Relationships among the basal lineages of Noctuidae (Lepidoptera,Noctuoidea) based on eight gene regions

In this study, we clarify the relationships between the basal lineages in the moth family Noctuidae using DNA sequence data from eight independent gene regions. Data matrices (6.4 kbp) are analysed using parsimony and model‐based methods (maximum likelihood and Bayesian inference). Our results support the family Noctuidae as a monophyletic group in which most subfamilies have hindwing vein M2 reduced or absent. Our phylogenetic hypothesis suggests that in the Noctuidae, the plesiomorphic condition is that in which vein M2 arises about one‐third of the way up the discocellular vein between the origins of M1 and M3, mainly parallel to M3, and is of thickness similar to vein M3. Most Noctuidae lineages possess an apomorphic (derived) condition in which hindwing vein M2 is markedly reduced or totally absent, so that the cubital vein appears to be three‐branched and these lineages are hence referred to as ‘trifine’. However, Noctuidae also include a number of lineages in which vein M2 is unreduced, or only slightly reduced, and these are more problematic for morphological association with the family Noctuidae.
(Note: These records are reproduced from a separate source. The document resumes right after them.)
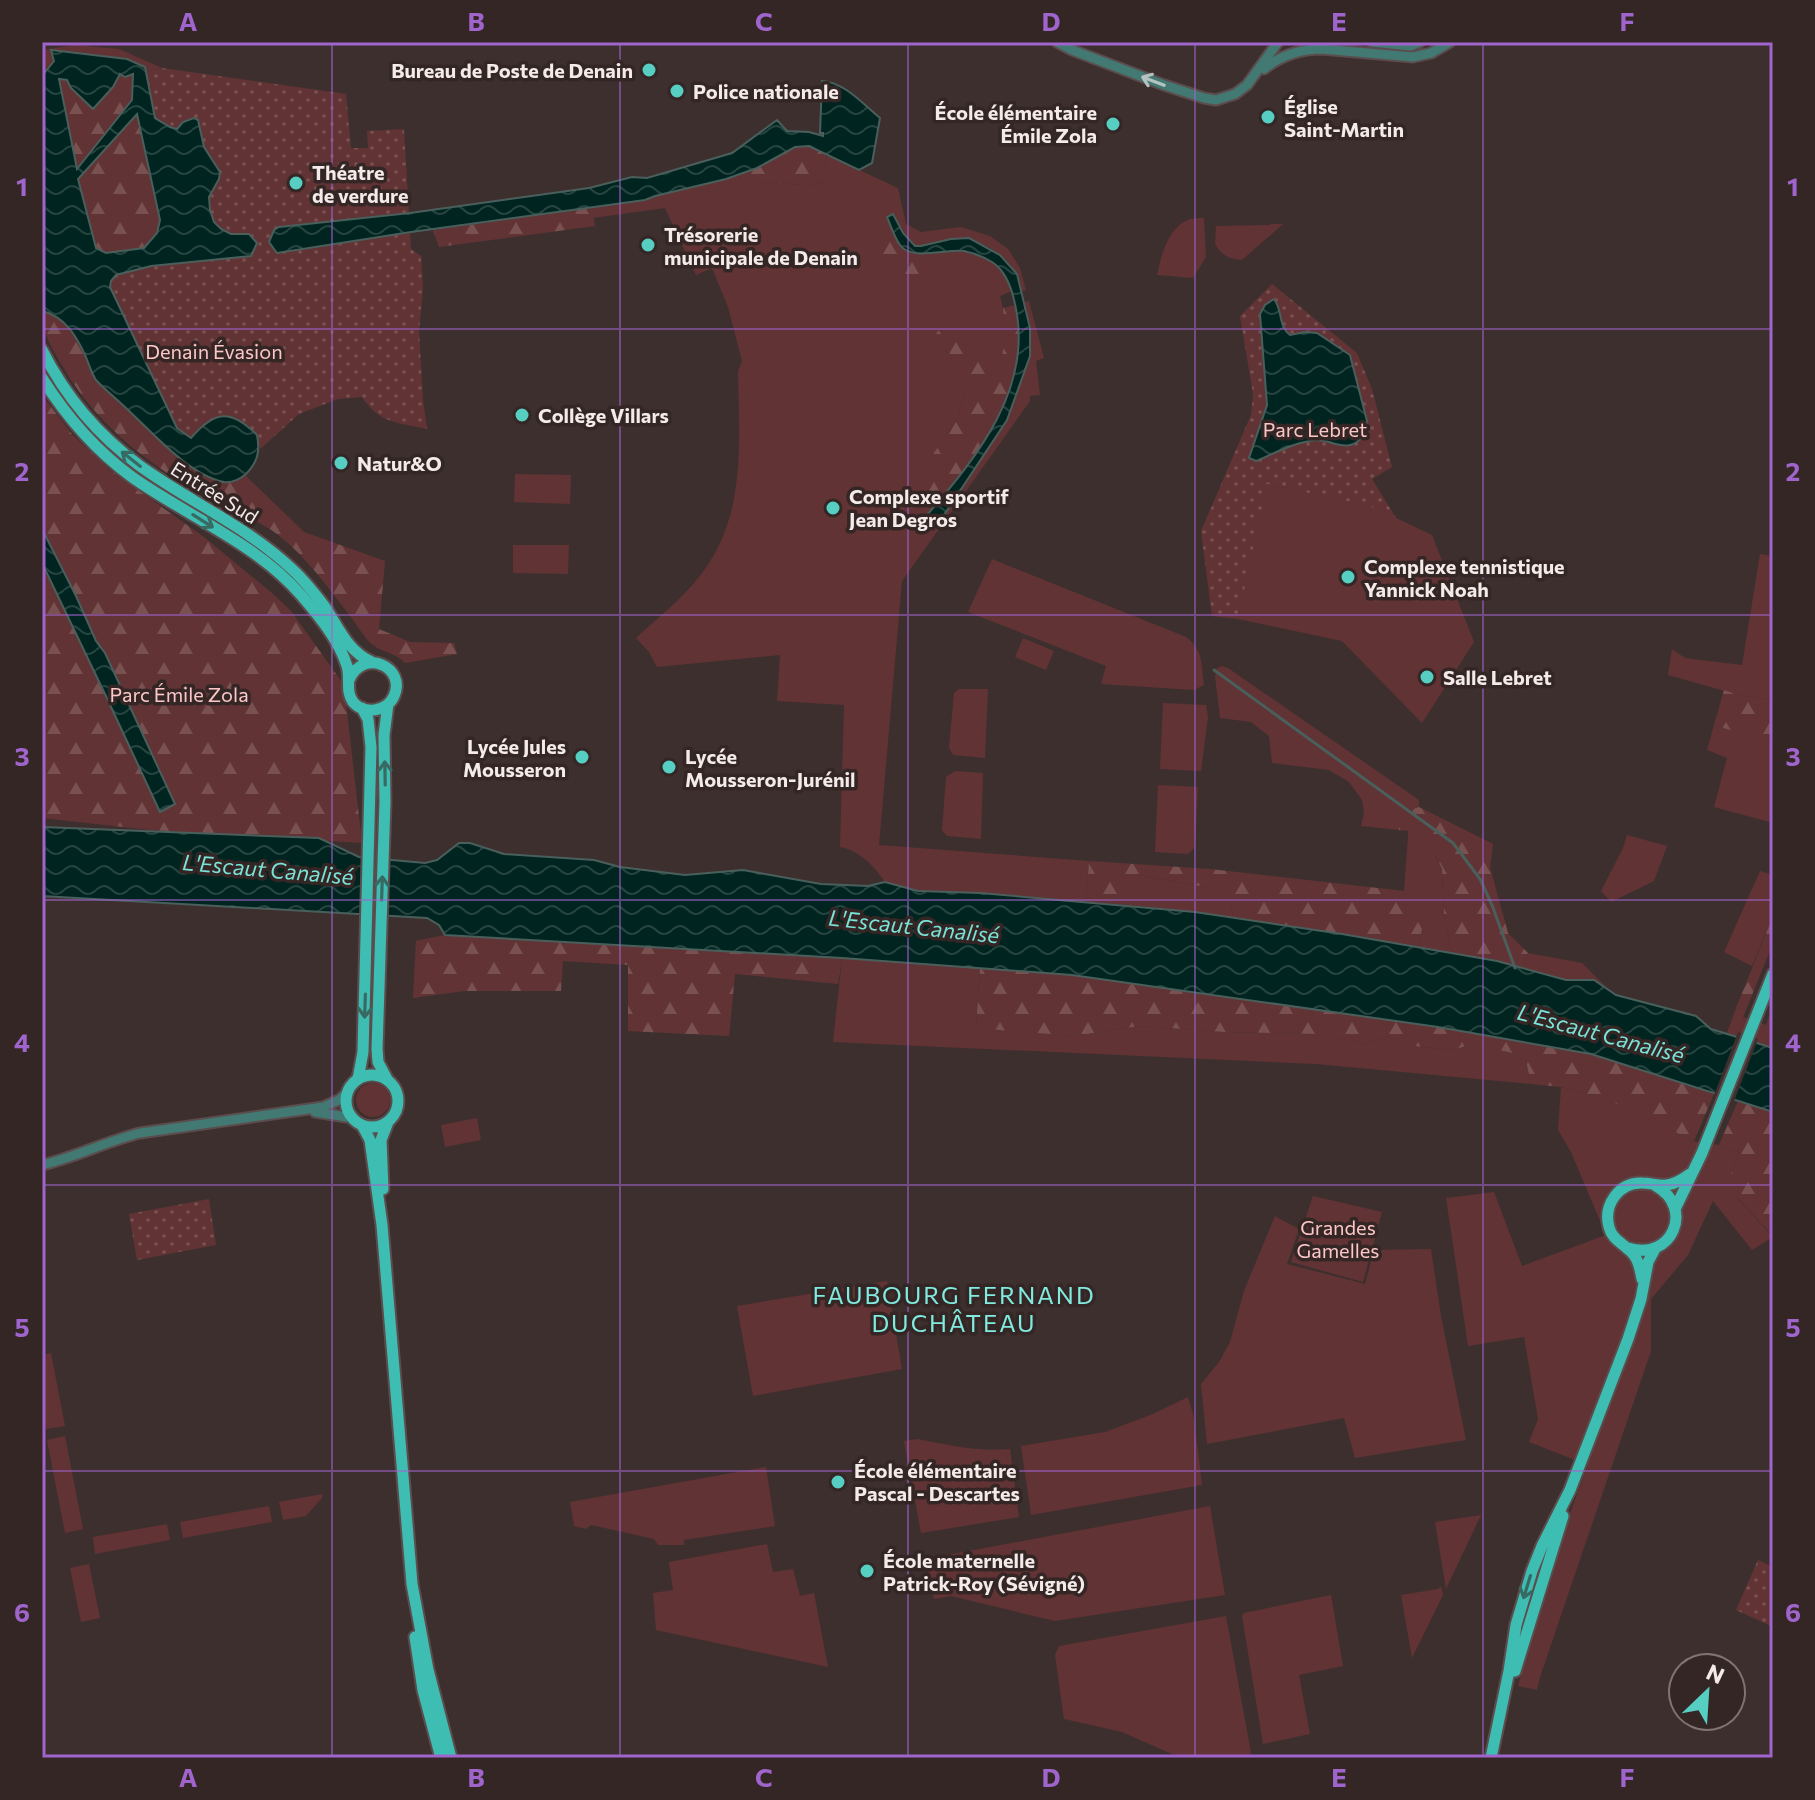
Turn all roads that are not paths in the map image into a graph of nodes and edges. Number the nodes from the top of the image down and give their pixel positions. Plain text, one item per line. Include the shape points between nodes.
1 (1057, 42) edge
2 (1279, 42) edge
3 (1303, 42) edge
4 (1372, 42) edge
5 (1420, 42) edge
6 (1450, 42) edge
7 (1294, 53) junction
8 (1255, 76) junction
9 (42, 350) edge
10 (42, 378) edge
11 (372, 662) junction
12 (349, 680) junction
13 (388, 704) junction
14 (362, 708) junction
15 (1773, 974) edge
16 (358, 1079) junction
17 (387, 1079) junction
18 (348, 1092) junction
19 (300, 1111) junction
20 (358, 1122) junction
21 (388, 1122) junction
22 (42, 1165) edge
23 (1693, 1171) junction
24 (1654, 1185) junction
25 (1675, 1209) junction
26 (382, 1225) junction
27 (1628, 1248) junction
28 (1655, 1249) junction
29 (1643, 1285) junction
30 (1570, 1490) junction
31 (411, 1578) junction
32 (441, 1758) edge
33 (451, 1758) edge
34 (1491, 1758) edge
35 (1498, 1758) edge

8 -> 1 street via 1228,97 1204,98
2 - 7 street via 1282,50
2 - 8 street
3 - 7 street
4 - 5 street
6 - 7 street via 1413,57 1322,49
7 - 8 street
11 -> 9 main road, Entrée Sud via 351,648 316,596 275,554 149,472 106,437 74,401
10 -> 12 main road, Entrée Sud via 77,427 113,462 253,553 293,586 338,646
11 - 12 main road via 359,666
11 - 13 main road via 394,676 396,689
12 - 14 main road via 349,694
13 - 14 main road via 376,710
17 -> 13 main road via 377,1054
14 -> 16 main road via 371,734 370,848
15 - 23 main road
16 - 17 main road
16 - 18 main road
17 - 21 main road via 399,1100
18 - 19 street via 330,1105
18 - 20 main road via 346,1104
19 - 20 street
19 - 22 street via 140,1133
20 - 21 main road via 377,1127
20 - 26 main road via 370,1140
21 - 26 main road via 381,1146
23 - 24 main road via 1674,1183
23 - 25 main road
24 - 25 main road
24 - 27 main road via 1629,1185 1610,1204 1611,1232
25 - 28 main road via 1672,1233
26 - 31 main road
27 - 28 main road
27 - 29 main road via 1638,1262
28 - 29 main road
29 - 30 main road
30 -> 34 main road via 1539,1553 1521,1606
30 - 35 main road via 1516,1668
31 - 32 main road via 424,1696
31 - 33 main road

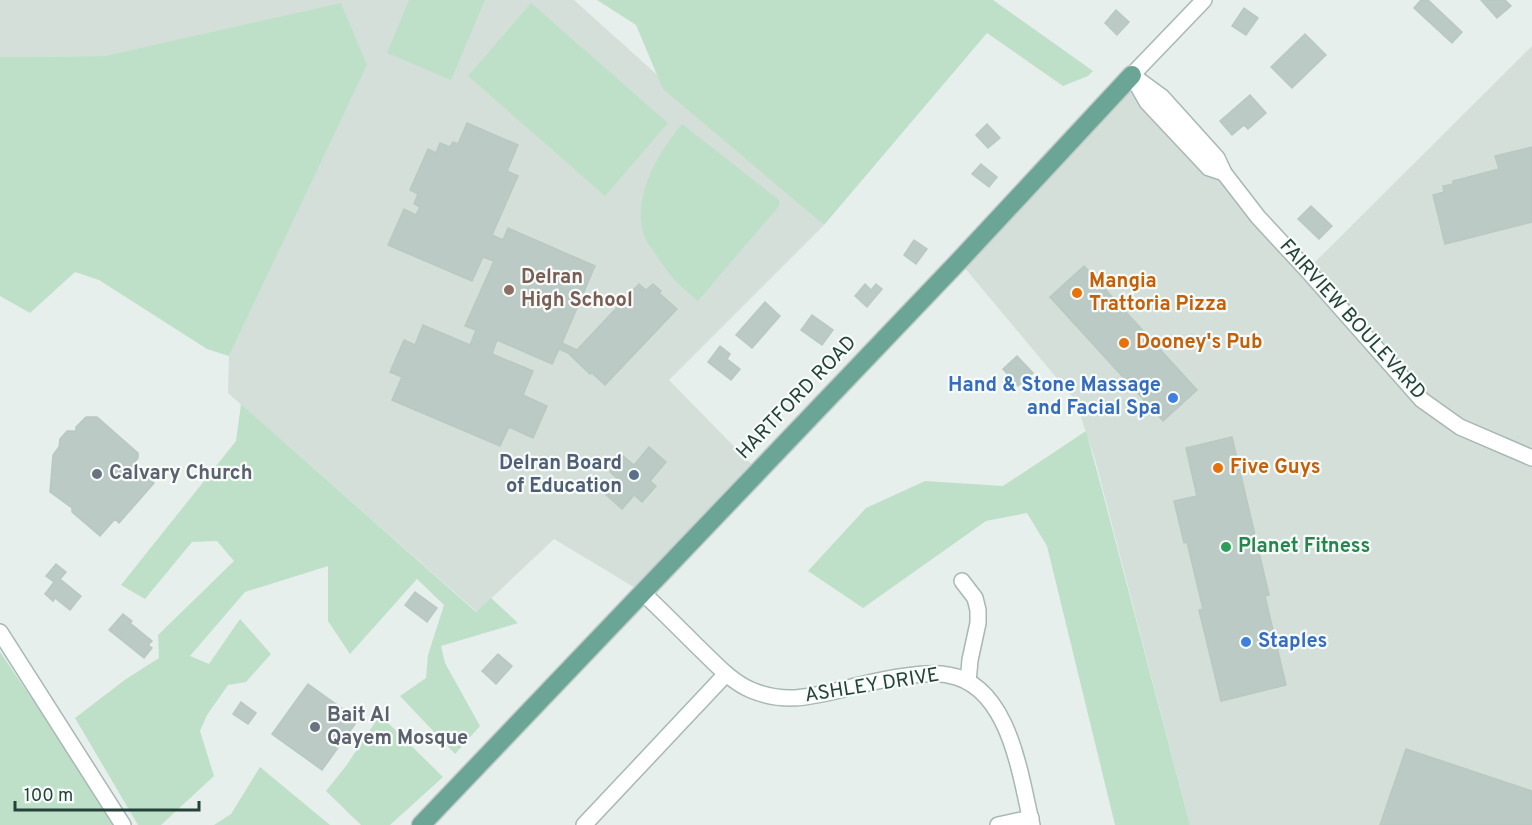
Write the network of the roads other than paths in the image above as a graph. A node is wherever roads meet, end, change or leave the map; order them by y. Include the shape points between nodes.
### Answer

Our results also show that the subfamily Acronictinae is not closely related to Pantheinae, but instead shows a closer association with Amphipyrinae. Among the major lineages of Noctuidae, we postulate a general trend, with numerous exceptions, in larval host plants from woody plants in the basal groups towards herb feeding in derived groups. Similarly, the major radiations of monocot‐feeding groups within the family Noctuidae are in the higher trifines. The following taxonomic changes are proposed: Thiacidinae, syn. nov., a junior synonym of Pantheinae, and Dyopsinae, stat. nov., are reinstated as a subfamily.